• TO DO
All lines in the data bearing the string "paths" should be identified and copied.

====== MATERIAL FOR THE TASK ======

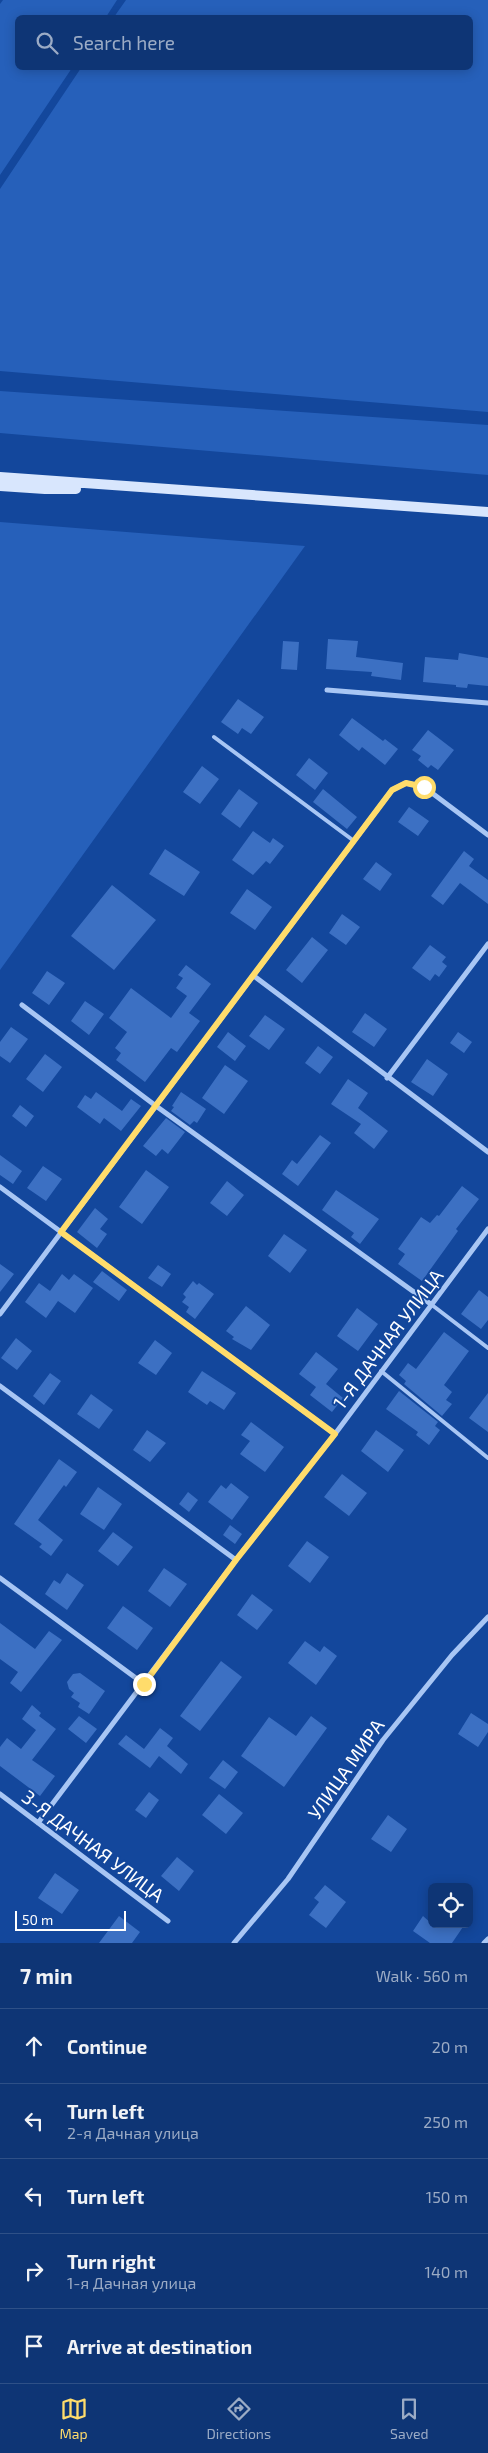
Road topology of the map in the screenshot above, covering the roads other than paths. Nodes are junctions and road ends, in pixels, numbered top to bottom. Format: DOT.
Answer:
graph roads {
  1 [pos="0,478"];
  2 [pos="0,486"];
  3 [pos="139,487"];
  4 [pos="488,512"];
  5 [pos="327,690"];
  6 [pos="488,703"];
  7 [pos="214,737"];
  8 [pos="488,835"];
  9 [pos="354,841"];
  10 [pos="488,944"];
  11 [pos="254,976"];
  12 [pos="22,1005"];
  13 [pos="387,1078"];
  14 [pos="156,1106"];
  15 [pos="488,1152"];
  16 [pos="0,1187"];
  17 [pos="488,1229"];
  18 [pos="61,1232"];
  19 [pos="432,1305"];
  20 [pos="0,1314"];
  21 [pos="488,1348"];
  22 [pos="381,1371"];
  23 [pos="0,1386"];
  24 [pos="335,1434"];
  25 [pos="488,1458"];
  26 [pos="236,1560"];
  27 [pos="0,1578"];
  28 [pos="488,1618"];
  29 [pos="144,1684"];
  30 [pos="0,1794"];
  31 [pos="38,1823"];
  32 [pos="168,1921"];
  33 [pos="488,1939"];
  34 [pos="234,1943"];
  35 [pos="484,1943"];
  1 -- 3 [label="main road"];
  2 -- 3 [label="main road"];
  3 -- 4 [label="main road"];
  5 -- 6 [label="street"];
  7 -- 9 [label="lane"];
  8 -- 9 [label="street"];
  9 -- 11 [label="street"];
  10 -- 13 [label="street"];
  11 -- 13 [label="street"];
  11 -- 14 [label="street"];
  12 -- 14 [label="street"];
  13 -- 15 [label="street"];
  14 -- 18 [label="street"];
  14 -- 19 [label="street"];
  16 -- 18 [label="street"];
  17 -- 19 [label="street, 1-Я ДАЧНАЯ УЛИЦА"];
  18 -- 20 [label="street"];
  18 -- 24 [label="street"];
  19 -- 21 [label="lane"];
  19 -- 22 [label="street, 1-Я ДАЧНАЯ УЛИЦА"];
  22 -- 24 [label="street, 1-Я ДАЧНАЯ УЛИЦА"];
  22 -- 25 [label="lane"];
  23 -- 26 [label="street"];
  24 -- 26 [label="street, 1-Я ДАЧНАЯ УЛИЦА"];
  26 -- 29 [label="street, 1-Я ДАЧНАЯ УЛИЦА"];
  27 -- 29 [label="street"];
  28 -- 34 [label="street, УЛИЦА МИРА"];
  29 -- 31 [label="street, 1-Я ДАЧНАЯ УЛИЦА"];
  30 -- 31 [label="street, 3-Я ДАЧНАЯ УЛИЦА"];
  31 -- 32 [label="street, 3-Я ДАЧНАЯ УЛИЦА"];
  33 -- 35 [label="street"];
}
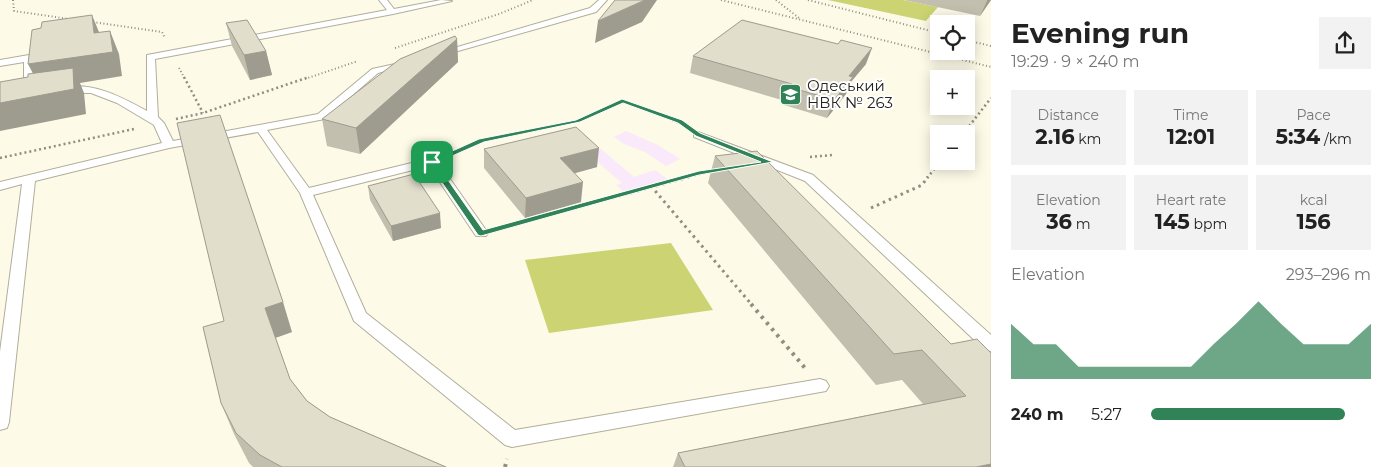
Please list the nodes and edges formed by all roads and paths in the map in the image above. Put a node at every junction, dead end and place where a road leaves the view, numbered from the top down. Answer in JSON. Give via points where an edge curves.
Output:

======

• RESPONSE
Road topology of the map in the screenshot above, covering the roads other than paths. Nodes are junctions and road ends, in pixels, numbered top to bottom. Format: DOT.
Please list the nodes and edges formed by all roads and paths in the map in the image above. Put a node at every junction, dead end and place where a road leaves the view, numbered from the top down. Answer in JSON. Give via points where an edge curves.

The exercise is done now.